Nancy toujour présent en moi
"Né à Nancy, mais résidant aux Antilles depuis quelques années, Nancy est resté présent en moi comme une réelle partie de moi-même ; toujours à l'affût, même après toutes ces années, de nouvelles de "là-bas" : l'asnl, l'asptt-hand, sluc-basket, les peoples... Et si certains Nancéens rêvent d'un ti-punch sur la plage des salines (la plus belle de la Caraïbe), il m'arrive de rêver de prendre un"pot" à l'Excelsior ; embrumé dans mes doux souvenirs de ma jeunesse. Et Quand je songe à Nancy c'est comme se rappeler le souvenir de ses premiers amours, son premier flirt, avec la même tendresse, la même poésie, et surtout la même sensibilité. "Je m'enorgueuillais que cette terre fut mienne"."

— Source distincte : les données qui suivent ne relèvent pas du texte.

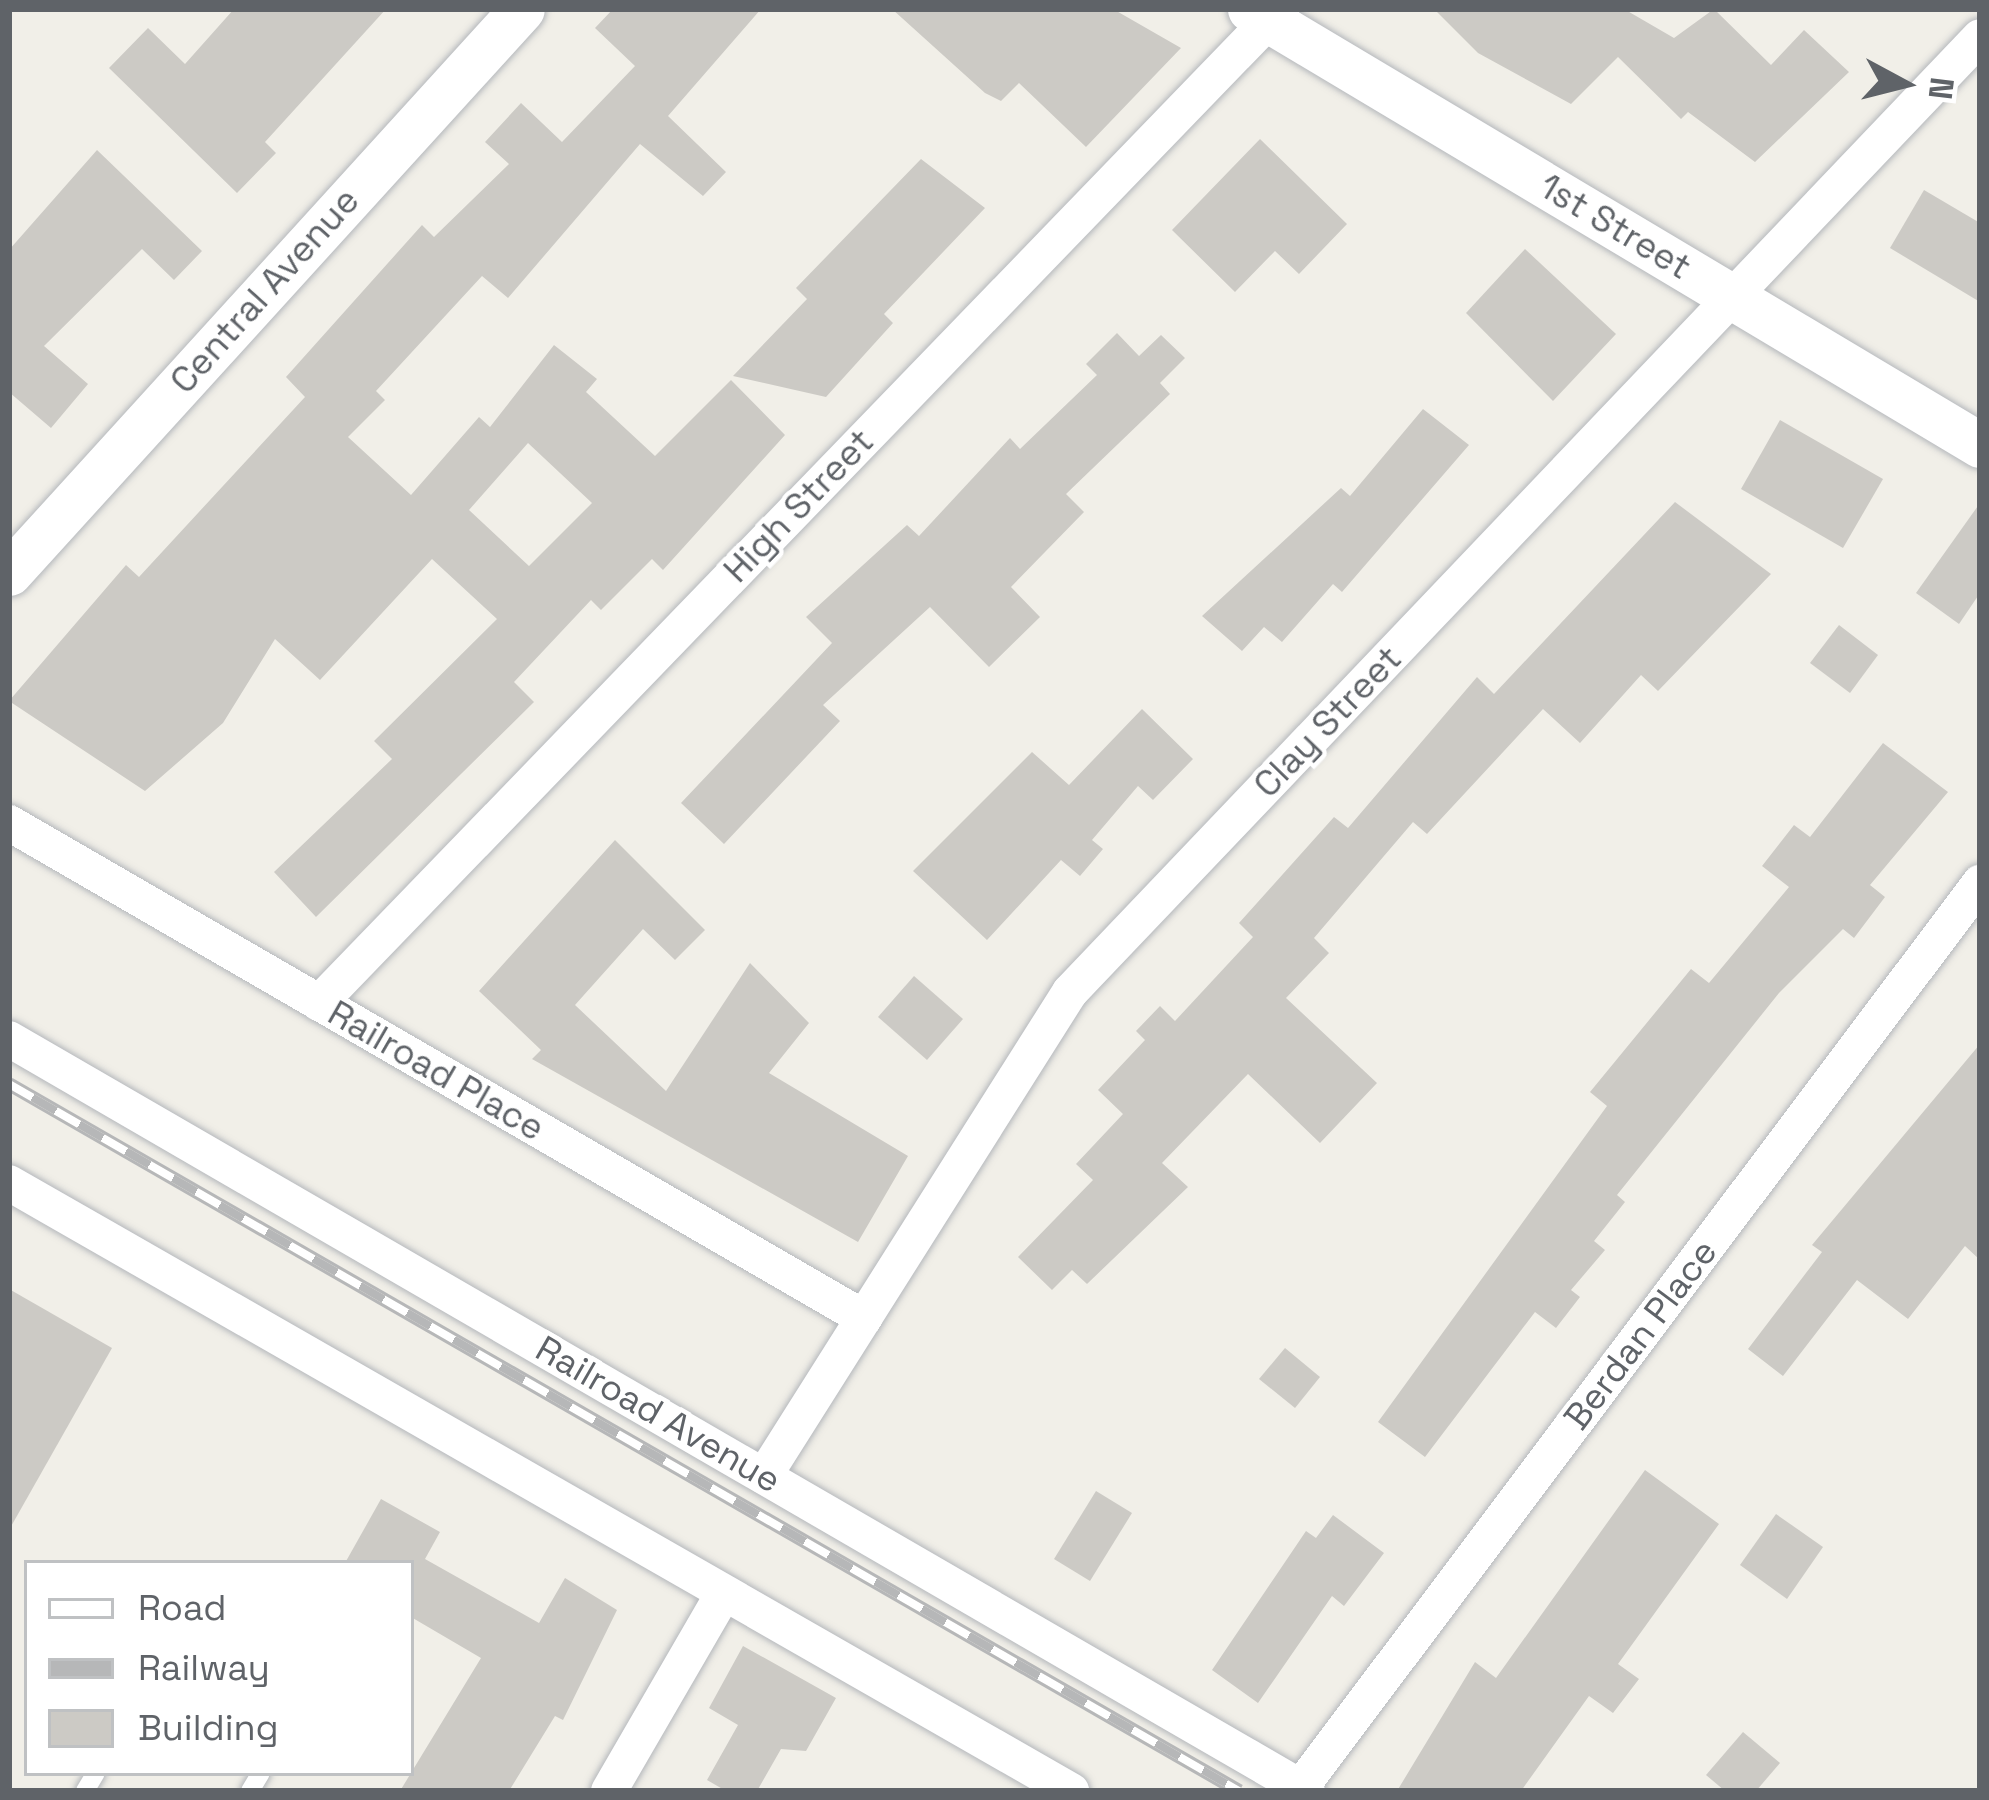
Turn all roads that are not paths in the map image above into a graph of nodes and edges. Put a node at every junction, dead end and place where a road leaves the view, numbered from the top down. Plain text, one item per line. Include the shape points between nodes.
1 (522, 9) edge
2 (1266, 13) edge
3 (1980, 37) edge
4 (1733, 298) junction
5 (1980, 445) edge
6 (9, 573) edge
7 (9, 823) edge
8 (1980, 883) edge
9 (319, 1003) junction
10 (9, 1039) edge
11 (9, 1183) edge
12 (864, 1318) junction
13 (764, 1476) junction
14 (724, 1593) junction
15 (1304, 1789) edge
16 (610, 1791) edge
17 (1071, 1791) edge

1 - 6 street, Central Avenue
2 - 4 street, 1st Street
2 - 9 street, High Street
3 - 4 street, Clay Street
4 - 5 street, 1st Street
4 - 12 street, Clay Street via 1070,992
7 - 9 street, Railroad Place
8 - 15 street, Berdan Place
9 - 12 street, Railroad Place
10 - 13 street, Railroad Avenue
11 - 14 street
12 - 13 street, Clay Street
13 - 15 street, Railroad Avenue
14 - 16 street
14 - 17 street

Ce que j'aime à Nancy "Je viens une fois tous les 2 à 3 ans à Nancy, et à chaque fois se produit la même chose, une infinie chaleur m'envahie, comme pour retrouver un être cher. Le plaisir de revoir la famille, les amis.. C'est comme si la ville et ses habitants étaient aussi mes amis, ma famille. Le plaisir infini de manger enfin un bon munster, un carré de l'est, avec un vin de Moselle, sentir une belle mirabelle mure fondre dans ma bouche, sentir l'eau de la pluie sur la terre de lorraine au petit matin, ou ces journées d'été avec ce soleil qui n'en finit plus de se coucher. Me ressourcer pleinement, entendre ces expressions bien lorraines, écouter parler le patois, et ensuite repartir sur mon île qui rapidement me manque ; ma vie est créole aujourd'hui."

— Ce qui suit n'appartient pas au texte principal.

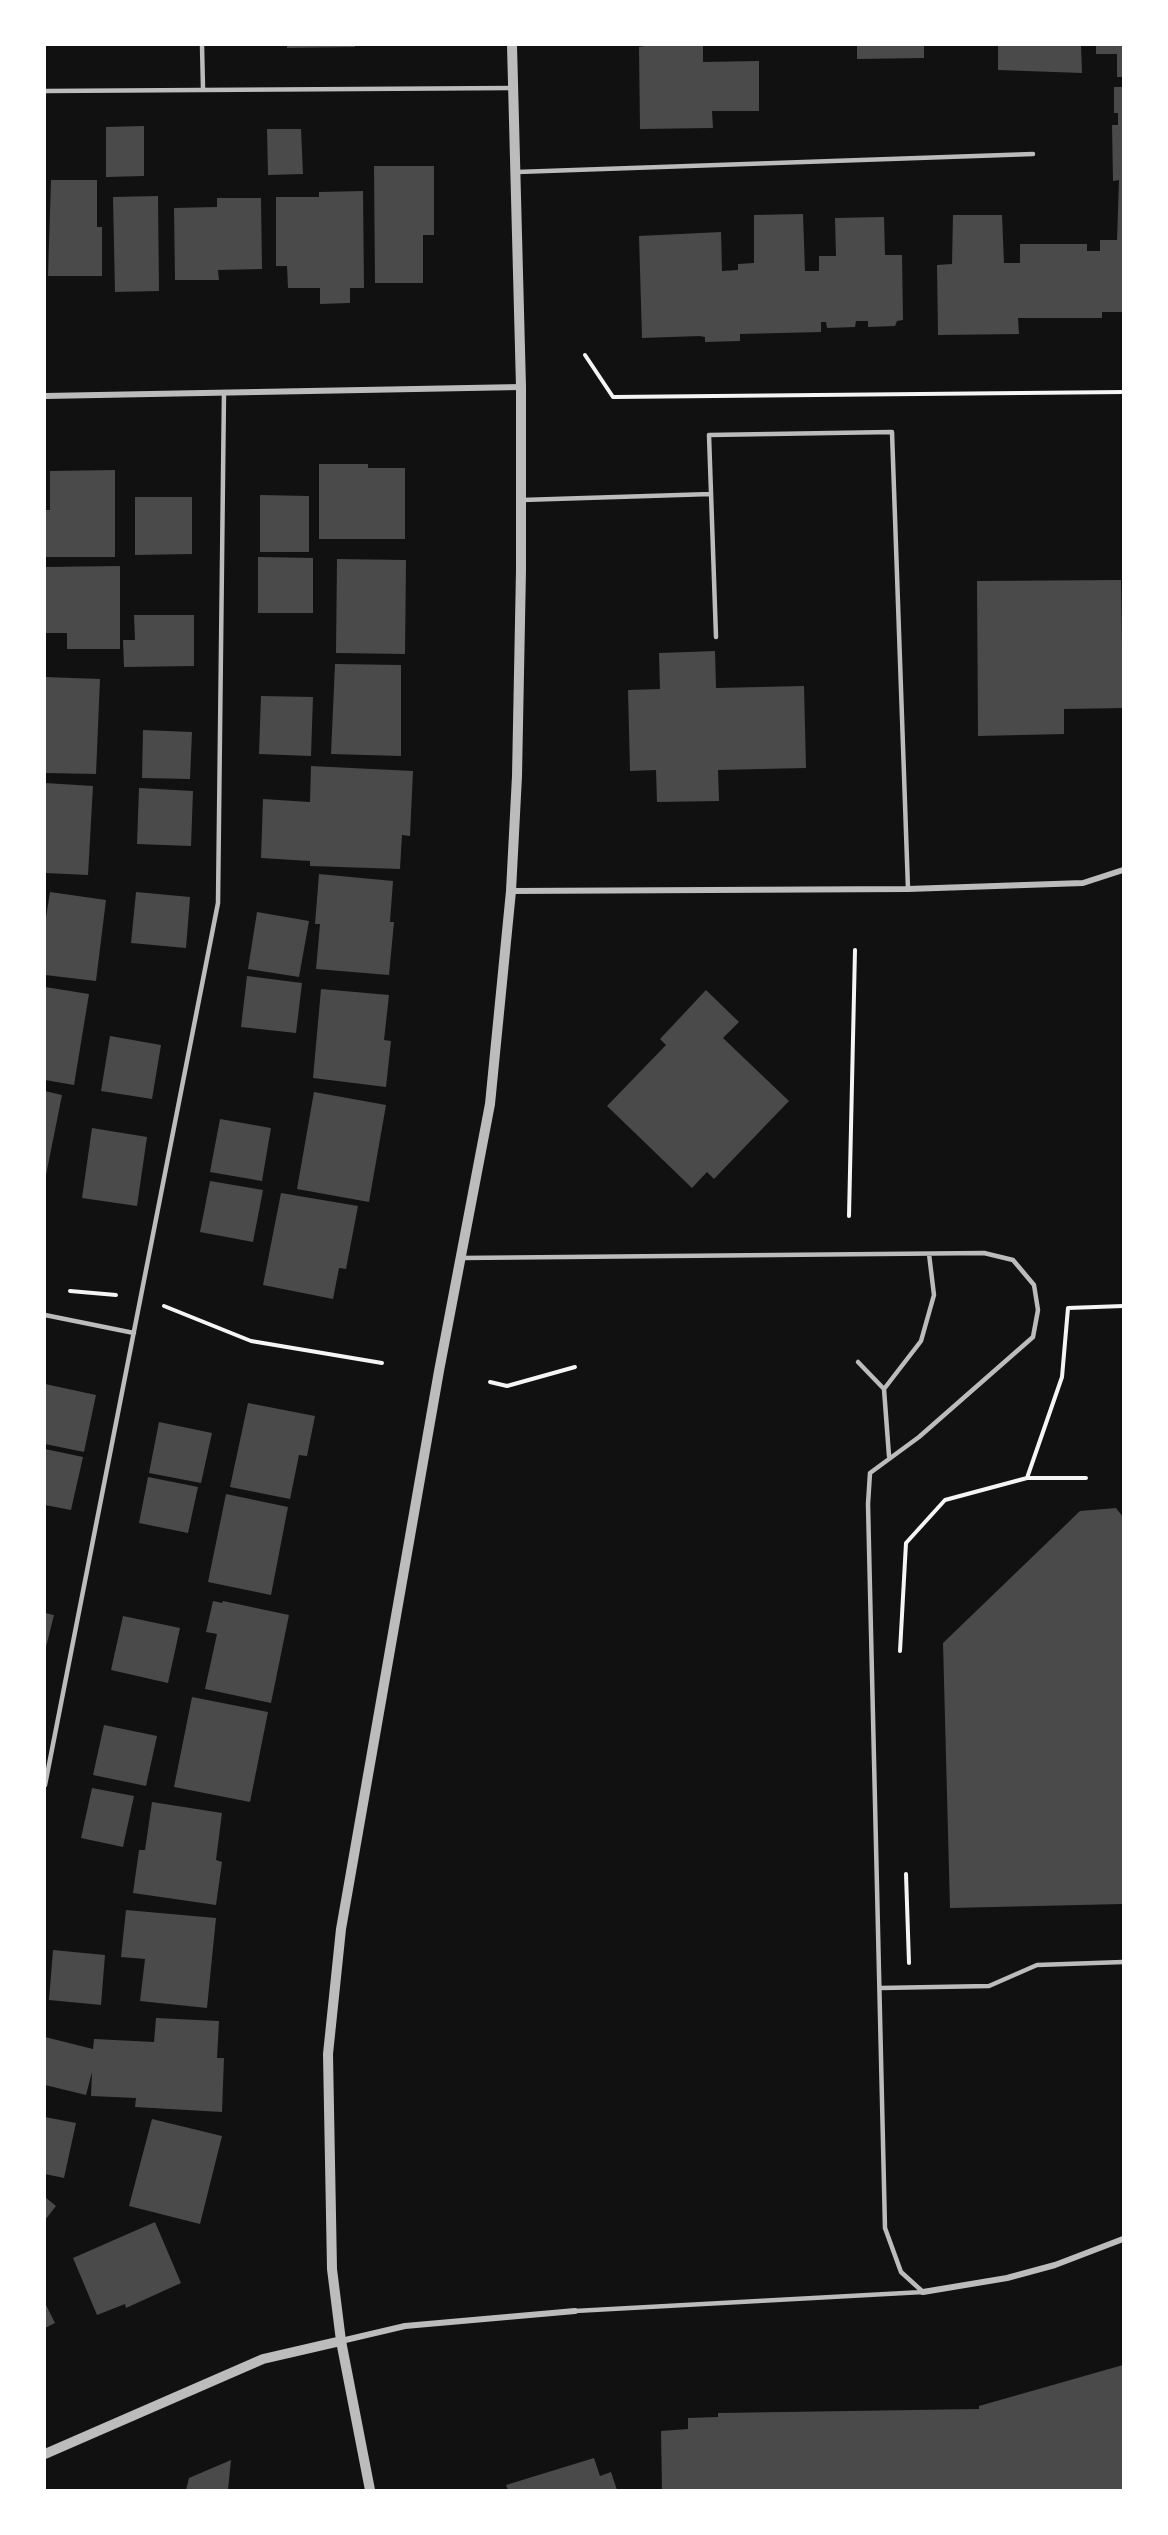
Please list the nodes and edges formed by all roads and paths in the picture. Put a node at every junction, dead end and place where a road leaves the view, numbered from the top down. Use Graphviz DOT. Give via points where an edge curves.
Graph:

Ce que je n'aime pas à Nancy "Forcement en venant comme cela tous les 2 ou 3 ans, je suis à chaque fois comme perdu, même si la place Stanislas est au même endroit, les rues changent de sens de circulation, l'urbanisme s'est modifié, de plus venant l'été : c'est la valse des travaux de voiries. Enfin bref à chaque venue, le sentiment trouble de venir à un endroit qui semble pourtant familier, avec une perte total de ses repères, "perdu chez soi", la quatrième dimension. Surtout ce que je n'aime pas c'est le froid il m'insupporte que le mercure descende en dessous de 22°, je ne supporte plus. Et puis cet accent bizard que les gens ont quant ils parlent, l'impression d'être comme étranger chez moi."